Are you feeling festive? I baked a super fun treat this week! I tried out a recipe that caught my and my mom's eyes as we perused the baking magazines she recently purchased... a wee bit of a trial run to see if it would indeed be a new Christmas treat this year. The verdict was a resounding yes! This Chocolate-Peppermint Pie is officially in the Christmas line-up! (A Christmas plate would have been so cute in this picture. A food stylist I am not!)
Not only is it gorgeous (and PINK!), but it consists of three decadent layers. First is a deep, dark chocolate cookie crust, made with those marvelous Nabisco Famous chocolate cookie wafers. Next is a rich and creamy chocolate filling, with a tiny bit of instant espresso powder to enhance the chocolate flavor (without making it taste like coffee). The top layer is a whimsical peppermint mousse.
What makes it that lovely shade of pink? Crushed candy canes are swirled into melted white chocolate and cream... and then freshly whipped cream is gently folded into that batter to create a glorious mousse. The peppermint from the candy canes is perfect. Even my dad, who has told me how much he dislikes minty desserts, wanted two slices that day. It is not overpowering, does not taste artificial, and does not taste like toothpaste. It is a dreamy, fluffy peppermint that is equally refreshing and tantalizing. It is rich, yet light. (Magic!) A sprinkling of crushed candy canes gives it a sparkly and festive finish, ideal for the season of cheer. :o)
I insist you make this! What's better than a chocolaty, pink, and sparkly dessert? :o) And in case you were wondering, it does indeed make a tasty breakfast the following morning. ;)
I wish you a blessed weekend of love, sunshine, and all things sparkly. :o)
Recipe Note: The heavenly mousse is technically meant to be fluffier than mine turned out, which I'll remedy next time. The good news is it still tasted perfect! :o) Additionally, I had to use a 9½-inch pie plate rather than the recommended 9-inch... therefore, the delicious layers will be even thicker if created in the indicated dish. :o)
*****
Chocolate-Peppermint Pie
Yield: One 9-inch pie
Ingredients:
For the crust:
1½ cups chocolate-wafer cookie crumbs (6½ ounces)

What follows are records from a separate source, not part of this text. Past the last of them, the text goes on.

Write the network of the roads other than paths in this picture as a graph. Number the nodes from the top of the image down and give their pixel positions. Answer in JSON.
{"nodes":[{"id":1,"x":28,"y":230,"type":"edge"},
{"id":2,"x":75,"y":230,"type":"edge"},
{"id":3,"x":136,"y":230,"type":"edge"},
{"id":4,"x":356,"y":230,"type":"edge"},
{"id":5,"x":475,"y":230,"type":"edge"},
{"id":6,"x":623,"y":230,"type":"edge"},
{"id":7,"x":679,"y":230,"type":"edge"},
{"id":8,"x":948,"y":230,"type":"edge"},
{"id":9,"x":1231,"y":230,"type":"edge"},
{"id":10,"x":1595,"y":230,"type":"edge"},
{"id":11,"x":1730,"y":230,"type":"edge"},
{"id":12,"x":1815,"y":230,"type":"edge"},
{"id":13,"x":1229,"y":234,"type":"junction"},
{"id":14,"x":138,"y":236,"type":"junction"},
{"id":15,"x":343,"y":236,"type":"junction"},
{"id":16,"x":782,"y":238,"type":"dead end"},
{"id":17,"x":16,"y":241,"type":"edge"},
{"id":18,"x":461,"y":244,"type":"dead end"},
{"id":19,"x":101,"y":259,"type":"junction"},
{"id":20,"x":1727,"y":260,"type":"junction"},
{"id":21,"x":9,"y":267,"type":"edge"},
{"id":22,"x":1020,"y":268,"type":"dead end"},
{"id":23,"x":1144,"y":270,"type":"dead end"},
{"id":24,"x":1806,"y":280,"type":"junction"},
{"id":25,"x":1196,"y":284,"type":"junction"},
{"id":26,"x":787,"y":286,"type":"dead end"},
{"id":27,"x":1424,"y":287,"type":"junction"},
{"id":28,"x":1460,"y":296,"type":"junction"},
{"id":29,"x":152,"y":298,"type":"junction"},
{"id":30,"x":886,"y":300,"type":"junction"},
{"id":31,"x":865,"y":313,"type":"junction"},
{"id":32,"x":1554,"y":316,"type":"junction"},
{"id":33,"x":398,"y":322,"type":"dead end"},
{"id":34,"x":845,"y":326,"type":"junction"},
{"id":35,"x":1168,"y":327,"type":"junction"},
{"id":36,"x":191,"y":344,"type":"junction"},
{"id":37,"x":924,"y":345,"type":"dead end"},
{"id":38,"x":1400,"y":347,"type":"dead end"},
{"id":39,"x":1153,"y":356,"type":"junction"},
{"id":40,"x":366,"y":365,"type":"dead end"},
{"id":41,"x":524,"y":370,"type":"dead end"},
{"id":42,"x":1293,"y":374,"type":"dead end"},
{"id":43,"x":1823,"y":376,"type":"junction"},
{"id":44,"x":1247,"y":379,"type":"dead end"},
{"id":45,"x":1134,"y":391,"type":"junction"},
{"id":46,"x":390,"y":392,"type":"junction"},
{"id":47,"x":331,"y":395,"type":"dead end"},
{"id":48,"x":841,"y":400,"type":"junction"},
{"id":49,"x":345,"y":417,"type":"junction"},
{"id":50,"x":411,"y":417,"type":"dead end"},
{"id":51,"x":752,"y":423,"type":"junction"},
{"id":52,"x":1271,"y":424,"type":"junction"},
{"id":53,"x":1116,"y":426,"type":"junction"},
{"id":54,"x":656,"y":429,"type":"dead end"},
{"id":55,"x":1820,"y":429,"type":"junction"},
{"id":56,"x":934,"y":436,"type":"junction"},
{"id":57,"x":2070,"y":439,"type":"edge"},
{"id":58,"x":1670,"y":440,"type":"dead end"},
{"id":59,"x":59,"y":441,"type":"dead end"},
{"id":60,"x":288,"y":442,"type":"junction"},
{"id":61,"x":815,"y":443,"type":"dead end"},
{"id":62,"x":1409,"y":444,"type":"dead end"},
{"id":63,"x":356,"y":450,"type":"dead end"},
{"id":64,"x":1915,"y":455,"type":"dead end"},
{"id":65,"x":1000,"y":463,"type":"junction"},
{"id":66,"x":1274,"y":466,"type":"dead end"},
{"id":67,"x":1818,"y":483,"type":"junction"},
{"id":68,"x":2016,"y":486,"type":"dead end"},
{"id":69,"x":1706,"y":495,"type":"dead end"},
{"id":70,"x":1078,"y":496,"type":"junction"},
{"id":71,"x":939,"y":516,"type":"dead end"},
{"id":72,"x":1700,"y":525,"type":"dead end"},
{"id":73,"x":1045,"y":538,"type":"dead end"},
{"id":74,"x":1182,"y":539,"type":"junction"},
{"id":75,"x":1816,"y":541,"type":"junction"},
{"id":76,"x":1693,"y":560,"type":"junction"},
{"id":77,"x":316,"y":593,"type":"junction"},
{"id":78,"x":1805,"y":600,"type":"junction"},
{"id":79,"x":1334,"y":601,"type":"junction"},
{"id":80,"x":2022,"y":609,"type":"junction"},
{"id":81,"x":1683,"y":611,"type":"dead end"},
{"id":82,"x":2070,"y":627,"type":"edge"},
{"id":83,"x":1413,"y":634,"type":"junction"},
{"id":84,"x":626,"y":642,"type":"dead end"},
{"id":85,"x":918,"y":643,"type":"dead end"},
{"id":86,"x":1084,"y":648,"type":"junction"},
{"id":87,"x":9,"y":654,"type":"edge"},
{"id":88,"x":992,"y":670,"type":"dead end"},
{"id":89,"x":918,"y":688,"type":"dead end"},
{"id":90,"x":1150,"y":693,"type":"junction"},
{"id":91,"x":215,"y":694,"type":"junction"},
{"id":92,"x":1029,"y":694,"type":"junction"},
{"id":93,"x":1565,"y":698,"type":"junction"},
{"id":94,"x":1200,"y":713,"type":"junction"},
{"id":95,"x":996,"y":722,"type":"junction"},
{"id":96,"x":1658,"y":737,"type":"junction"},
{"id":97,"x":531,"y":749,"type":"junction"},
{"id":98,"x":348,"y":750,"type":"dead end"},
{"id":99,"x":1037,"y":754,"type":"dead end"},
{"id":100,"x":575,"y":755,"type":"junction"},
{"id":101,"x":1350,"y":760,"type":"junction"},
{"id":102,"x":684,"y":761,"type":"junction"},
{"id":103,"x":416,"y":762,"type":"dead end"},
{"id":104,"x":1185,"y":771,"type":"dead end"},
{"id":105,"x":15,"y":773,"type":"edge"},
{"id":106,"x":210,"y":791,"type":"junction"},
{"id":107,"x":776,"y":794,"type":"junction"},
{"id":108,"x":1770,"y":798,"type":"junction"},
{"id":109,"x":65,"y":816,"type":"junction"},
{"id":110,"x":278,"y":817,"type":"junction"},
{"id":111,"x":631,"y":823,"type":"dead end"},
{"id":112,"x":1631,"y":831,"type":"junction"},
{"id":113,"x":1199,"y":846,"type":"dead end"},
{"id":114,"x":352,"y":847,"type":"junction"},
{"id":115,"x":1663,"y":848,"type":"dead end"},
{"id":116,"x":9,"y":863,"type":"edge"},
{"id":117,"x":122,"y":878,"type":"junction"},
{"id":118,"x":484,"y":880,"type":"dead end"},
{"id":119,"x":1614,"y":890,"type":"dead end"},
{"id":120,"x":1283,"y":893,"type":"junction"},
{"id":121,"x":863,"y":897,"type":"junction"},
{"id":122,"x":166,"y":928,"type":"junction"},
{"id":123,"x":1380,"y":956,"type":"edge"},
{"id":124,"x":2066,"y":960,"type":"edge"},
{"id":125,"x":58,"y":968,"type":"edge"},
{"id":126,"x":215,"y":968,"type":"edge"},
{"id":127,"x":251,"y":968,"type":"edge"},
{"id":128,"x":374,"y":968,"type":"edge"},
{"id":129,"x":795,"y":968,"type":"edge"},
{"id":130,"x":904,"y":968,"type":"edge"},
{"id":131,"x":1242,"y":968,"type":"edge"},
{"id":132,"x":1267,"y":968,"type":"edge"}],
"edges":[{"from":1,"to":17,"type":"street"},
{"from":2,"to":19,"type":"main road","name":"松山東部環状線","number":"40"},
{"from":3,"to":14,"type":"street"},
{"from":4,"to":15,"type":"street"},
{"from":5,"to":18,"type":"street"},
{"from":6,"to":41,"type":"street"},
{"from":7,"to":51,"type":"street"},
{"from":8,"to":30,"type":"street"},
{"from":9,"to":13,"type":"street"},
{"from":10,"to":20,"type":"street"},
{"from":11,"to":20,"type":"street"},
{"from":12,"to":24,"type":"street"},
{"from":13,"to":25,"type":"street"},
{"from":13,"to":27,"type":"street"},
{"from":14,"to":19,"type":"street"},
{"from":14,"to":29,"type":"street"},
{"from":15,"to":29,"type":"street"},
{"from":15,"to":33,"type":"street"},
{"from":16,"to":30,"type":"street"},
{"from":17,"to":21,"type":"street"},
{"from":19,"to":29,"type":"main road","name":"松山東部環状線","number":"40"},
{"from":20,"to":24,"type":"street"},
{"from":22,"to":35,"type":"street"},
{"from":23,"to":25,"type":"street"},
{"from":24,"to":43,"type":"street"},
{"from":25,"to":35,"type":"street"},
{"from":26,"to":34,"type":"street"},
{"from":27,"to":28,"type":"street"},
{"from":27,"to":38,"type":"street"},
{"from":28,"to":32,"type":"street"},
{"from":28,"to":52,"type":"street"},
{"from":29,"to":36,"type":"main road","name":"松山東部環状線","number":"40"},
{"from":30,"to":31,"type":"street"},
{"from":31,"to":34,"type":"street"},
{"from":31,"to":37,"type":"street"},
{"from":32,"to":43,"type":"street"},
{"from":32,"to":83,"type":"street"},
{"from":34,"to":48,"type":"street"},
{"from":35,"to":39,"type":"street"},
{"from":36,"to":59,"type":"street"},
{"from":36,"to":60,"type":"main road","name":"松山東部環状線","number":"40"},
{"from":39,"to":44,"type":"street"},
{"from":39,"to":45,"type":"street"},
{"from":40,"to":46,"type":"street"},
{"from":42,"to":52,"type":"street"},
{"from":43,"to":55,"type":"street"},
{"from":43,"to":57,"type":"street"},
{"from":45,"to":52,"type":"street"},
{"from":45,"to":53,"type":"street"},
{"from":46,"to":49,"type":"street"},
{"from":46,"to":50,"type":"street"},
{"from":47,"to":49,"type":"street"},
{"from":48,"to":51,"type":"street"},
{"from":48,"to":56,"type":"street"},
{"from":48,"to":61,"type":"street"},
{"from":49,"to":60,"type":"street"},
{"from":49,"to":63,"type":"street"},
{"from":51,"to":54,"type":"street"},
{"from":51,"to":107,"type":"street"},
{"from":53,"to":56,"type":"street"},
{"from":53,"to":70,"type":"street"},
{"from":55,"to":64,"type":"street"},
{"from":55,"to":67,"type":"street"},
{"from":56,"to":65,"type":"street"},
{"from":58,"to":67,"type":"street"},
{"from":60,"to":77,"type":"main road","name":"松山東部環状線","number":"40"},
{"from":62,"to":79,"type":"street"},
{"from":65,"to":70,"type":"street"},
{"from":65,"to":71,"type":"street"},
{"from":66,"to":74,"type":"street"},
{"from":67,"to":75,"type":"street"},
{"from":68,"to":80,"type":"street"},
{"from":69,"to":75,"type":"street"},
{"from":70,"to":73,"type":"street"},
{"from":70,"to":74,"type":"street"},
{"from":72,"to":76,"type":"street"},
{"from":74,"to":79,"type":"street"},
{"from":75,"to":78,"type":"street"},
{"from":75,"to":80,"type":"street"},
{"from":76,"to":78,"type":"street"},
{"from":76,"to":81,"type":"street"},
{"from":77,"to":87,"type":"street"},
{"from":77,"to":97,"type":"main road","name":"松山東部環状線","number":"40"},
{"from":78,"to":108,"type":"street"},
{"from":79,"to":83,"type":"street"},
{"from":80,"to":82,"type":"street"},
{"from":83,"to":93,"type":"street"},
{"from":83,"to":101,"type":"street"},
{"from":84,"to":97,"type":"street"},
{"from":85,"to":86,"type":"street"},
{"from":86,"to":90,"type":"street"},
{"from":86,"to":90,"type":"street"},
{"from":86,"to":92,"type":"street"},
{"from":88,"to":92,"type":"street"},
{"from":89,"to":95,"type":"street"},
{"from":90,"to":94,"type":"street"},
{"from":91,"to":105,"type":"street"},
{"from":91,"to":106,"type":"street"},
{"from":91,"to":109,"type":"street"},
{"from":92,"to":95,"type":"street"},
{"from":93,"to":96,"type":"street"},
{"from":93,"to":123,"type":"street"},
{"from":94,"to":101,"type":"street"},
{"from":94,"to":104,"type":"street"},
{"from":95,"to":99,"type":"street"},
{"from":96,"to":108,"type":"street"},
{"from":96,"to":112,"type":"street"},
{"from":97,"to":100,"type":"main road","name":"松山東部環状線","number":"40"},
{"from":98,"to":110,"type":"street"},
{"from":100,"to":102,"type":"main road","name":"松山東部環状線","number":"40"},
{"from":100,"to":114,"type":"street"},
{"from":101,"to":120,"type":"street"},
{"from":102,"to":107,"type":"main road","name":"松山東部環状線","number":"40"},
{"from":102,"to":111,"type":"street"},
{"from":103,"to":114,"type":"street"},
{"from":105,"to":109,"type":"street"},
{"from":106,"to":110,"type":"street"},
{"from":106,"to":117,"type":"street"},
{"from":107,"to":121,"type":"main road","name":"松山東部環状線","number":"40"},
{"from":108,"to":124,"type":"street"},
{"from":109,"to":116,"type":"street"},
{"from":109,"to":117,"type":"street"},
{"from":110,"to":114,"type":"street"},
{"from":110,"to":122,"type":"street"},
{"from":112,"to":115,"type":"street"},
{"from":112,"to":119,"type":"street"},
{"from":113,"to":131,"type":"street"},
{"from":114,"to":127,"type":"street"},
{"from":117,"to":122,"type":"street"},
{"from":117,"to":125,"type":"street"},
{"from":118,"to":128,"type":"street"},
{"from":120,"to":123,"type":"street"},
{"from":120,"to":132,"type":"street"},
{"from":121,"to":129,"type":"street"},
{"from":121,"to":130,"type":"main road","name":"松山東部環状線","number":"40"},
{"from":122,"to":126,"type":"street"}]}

6 tablespoons unsalted butter, melted
For the chocolate layer:
4 ounces milk chocolate, chopped
6 tablespoons unsalted butter
1 teaspoon instant espresso powder
2 eggs
1 egg yolk
¼ cup sugar
¼ teaspoon table salt
For the peppermint mousse:
7 ounces white chocolate, chopped
1 cup heavy cream, divided
½ cup sour cream
½ cup crushed peppermint candy canes or candies (about 8 candy canes or 18 candies)
Directions:
Preheat oven to 325ยบ F.
Combine cookie crumbs and 6 tablespoons melted butter for the crust. Press crumb mixture into a 9-inch pie plate; set aside.
Melt milk chocolate, 6 tablespoons butter, and espresso powder in a small saucepan over medium-low heat, stirring frequently, until ingredients are combined; remove from heat.
Using a hand mixer on high speed, beat eggs, egg yolk, sugar, and salt in a bowl until mixture turns pale yellow and falls from the beaters in thick ribbons.
Whisk one-third of the egg mixture into the chocolate, then fold in the remaining egg mixture in two batches. Pour chocolate filling into unbaked cookie crust.
Bake pie until chocolate layer is no longer shiny, about 30 minutes. (To maintain the smooth texture of the filling, be careful not to overbake.) Remove pie from oven; cool to room temperature, then thoroughly chill pie.
Heat white chocolate, ¼ cup cream, and sour cream in a small saucepan over medium-low heat, stirring constantly, until chocolate melts and ingredients are combined. Remove mixture from heat; stir in crushed candies. Occasionally whisk mixture until it cools to nearly room temperature.
Using the hand mixer, whip the remaining ¾ cup cream in a separate bowl until it forms soft peaks. Fold whipped cream into peppermint mixture in three batches to form mousse; chill mousse at least 2 hours.
Gently spread peppermint mousse over chocolate filling in pie; chill at least 2 hours more before serving.
Garnish pie with finely crushed peppermint candies.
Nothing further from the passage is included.